# RTG in his new 220gal



## FEEFA (Nov 19, 2007)

I still cant believe I have my Dream tank
It has been running for 2 weeks and I couldnt be happier.
Filtration consists of an Eheim 2217 and an Fx5 with a MJ 1200 powerhead.

I kept the deco simple with lots of swim space for everyone since I hate crowded tanks.

My arrow is now 6in and is starting to show some nice color.
His roomates include a 6in Midas/Devil mix, a 3in Jag, a 3in Red Devil, and Three possible Red Texas' one of which is actually peeling.

I couldnt get pics of everyone but hopefully soon if they will ever stop moving long enough.
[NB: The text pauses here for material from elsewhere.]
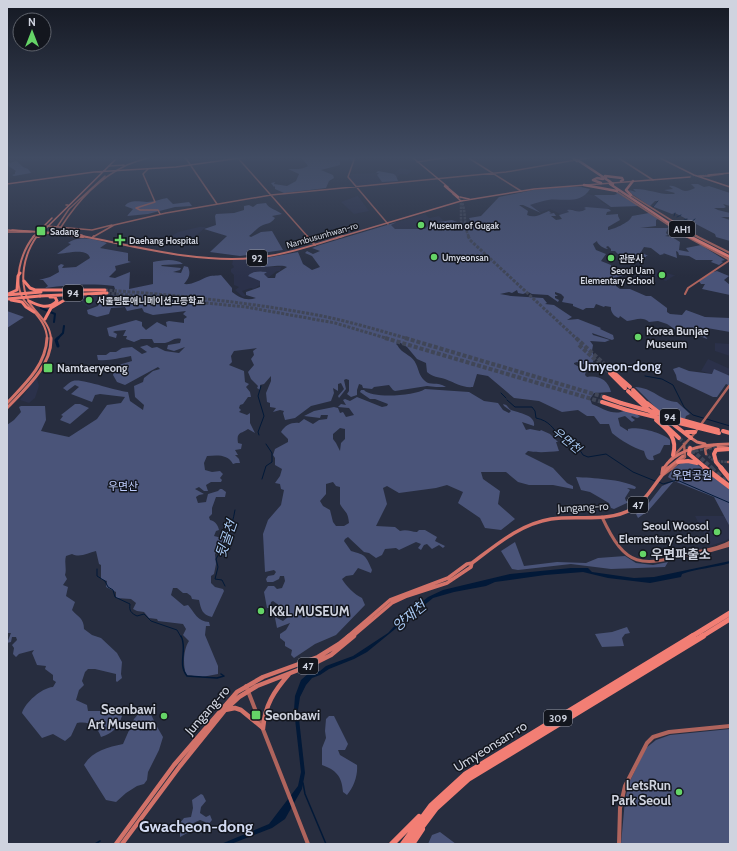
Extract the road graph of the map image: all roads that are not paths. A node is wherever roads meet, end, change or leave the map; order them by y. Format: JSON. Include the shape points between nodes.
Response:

The chemistry in the tank is great and no one is really getting hurt but the arrow better watch itself because the Midas/Devil could do some serious damage if she wanted to.
So far though just a little love bite on the Arrow since I introduced the Midas yesterday.
I am keeping a close eye on them and will remove fish if necassary.





































Thanks for looking guys


----------



## Ja'eh (Jan 8, 2007)

Pics, pics, pics!


----------



## JoeDizzleMPLS (Nov 5, 2007)

Feefa said:


> I still cant believe I have my


----------



## Trigga (Jul 1, 2006)




----------



## FEEFA (Nov 19, 2007)

I wasnt pulling a wee rhom and trying to keep you all in suspence :laugh:


----------



## Ja'eh (Jan 8, 2007)

I just realized somthing! Feefa is Weerhom reincarnate.


----------



## Trigga (Jul 1, 2006)

That angel is toast but beauty tank man that is a really nice arrow


----------



## JoeDizzleMPLS (Nov 5, 2007)

damn bro, that tank looks great... makes your fish look like guppy fry, haha


----------



## Ja'eh (Jan 8, 2007)

Ha ha now I'm seeing some pics! Tha arrow is truely dope man!


----------



## FEEFA (Nov 19, 2007)

Thanks alot guys I am Very happy with the way everything turned out so far.
As long as the fish dont kill eachother I'm all set.

You prbably noticed joe I went back to gravel in this tank since the pool filtersand didnt work out.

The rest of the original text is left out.